Problem requirements:
Every entry below must be transcribed exactly, with no line missing.

Collection entries:
..............................
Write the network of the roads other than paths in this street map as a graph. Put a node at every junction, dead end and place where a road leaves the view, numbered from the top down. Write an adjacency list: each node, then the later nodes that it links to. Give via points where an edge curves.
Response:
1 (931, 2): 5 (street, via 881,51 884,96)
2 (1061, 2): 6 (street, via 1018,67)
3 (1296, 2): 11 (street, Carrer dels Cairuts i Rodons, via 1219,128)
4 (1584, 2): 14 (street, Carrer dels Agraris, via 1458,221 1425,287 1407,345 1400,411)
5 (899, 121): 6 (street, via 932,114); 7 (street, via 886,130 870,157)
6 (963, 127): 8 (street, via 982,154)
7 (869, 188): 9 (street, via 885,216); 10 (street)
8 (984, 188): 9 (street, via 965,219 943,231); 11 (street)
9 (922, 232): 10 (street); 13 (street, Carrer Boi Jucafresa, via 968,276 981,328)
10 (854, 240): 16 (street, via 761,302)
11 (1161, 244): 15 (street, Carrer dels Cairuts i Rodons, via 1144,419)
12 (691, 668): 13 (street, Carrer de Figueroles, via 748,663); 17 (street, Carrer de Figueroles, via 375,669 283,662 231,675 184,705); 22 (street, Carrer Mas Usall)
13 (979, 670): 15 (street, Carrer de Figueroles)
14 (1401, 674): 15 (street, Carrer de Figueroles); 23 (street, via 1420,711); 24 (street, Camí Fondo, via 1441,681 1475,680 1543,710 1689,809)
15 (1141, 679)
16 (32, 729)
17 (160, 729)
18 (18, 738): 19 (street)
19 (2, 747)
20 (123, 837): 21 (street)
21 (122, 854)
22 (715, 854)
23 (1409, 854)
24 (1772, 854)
..............................
Exercise solution:
Write the network of the roads other than paths in this street map as a graph. Put a node at every junction, dead end and place where a road leaves the view, numbered from the top down. Write an adjacency list: each node, then the later nodes that it links to. Give via points where an edge curves.
Response:
1 (931, 2): 5 (street, via 881,51 884,96)
2 (1061, 2): 6 (street, via 1018,67)
3 (1296, 2): 11 (street, Carrer dels Cairuts i Rodons, via 1219,128)
4 (1584, 2): 14 (street, Carrer dels Agraris, via 1458,221 1425,287 1407,345 1400,411)
5 (899, 121): 6 (street, via 932,114); 7 (street, via 886,130 870,157)
6 (963, 127): 8 (street, via 982,154)
7 (869, 188): 9 (street, via 885,216); 10 (street)
8 (984, 188): 9 (street, via 965,219 943,231); 11 (street)
9 (922, 232): 10 (street); 13 (street, Carrer Boi Jucafresa, via 968,276 981,328)
10 (854, 240): 16 (street, via 761,302)
11 (1161, 244): 15 (street, Carrer dels Cairuts i Rodons, via 1144,419)
12 (691, 668): 13 (street, Carrer de Figueroles, via 748,663); 17 (street, Carrer de Figueroles, via 375,669 283,662 231,675 184,705); 22 (street, Carrer Mas Usall)
13 (979, 670): 15 (street, Carrer de Figueroles)
14 (1401, 674): 15 (street, Carrer de Figueroles); 23 (street, via 1420,711); 24 (street, Camí Fondo, via 1441,681 1475,680 1543,710 1689,809)
15 (1141, 679)
16 (32, 729)
17 (160, 729)
18 (18, 738): 19 (street)
19 (2, 747)
20 (123, 837): 21 (street)
21 (122, 854)
22 (715, 854)
23 (1409, 854)
24 (1772, 854)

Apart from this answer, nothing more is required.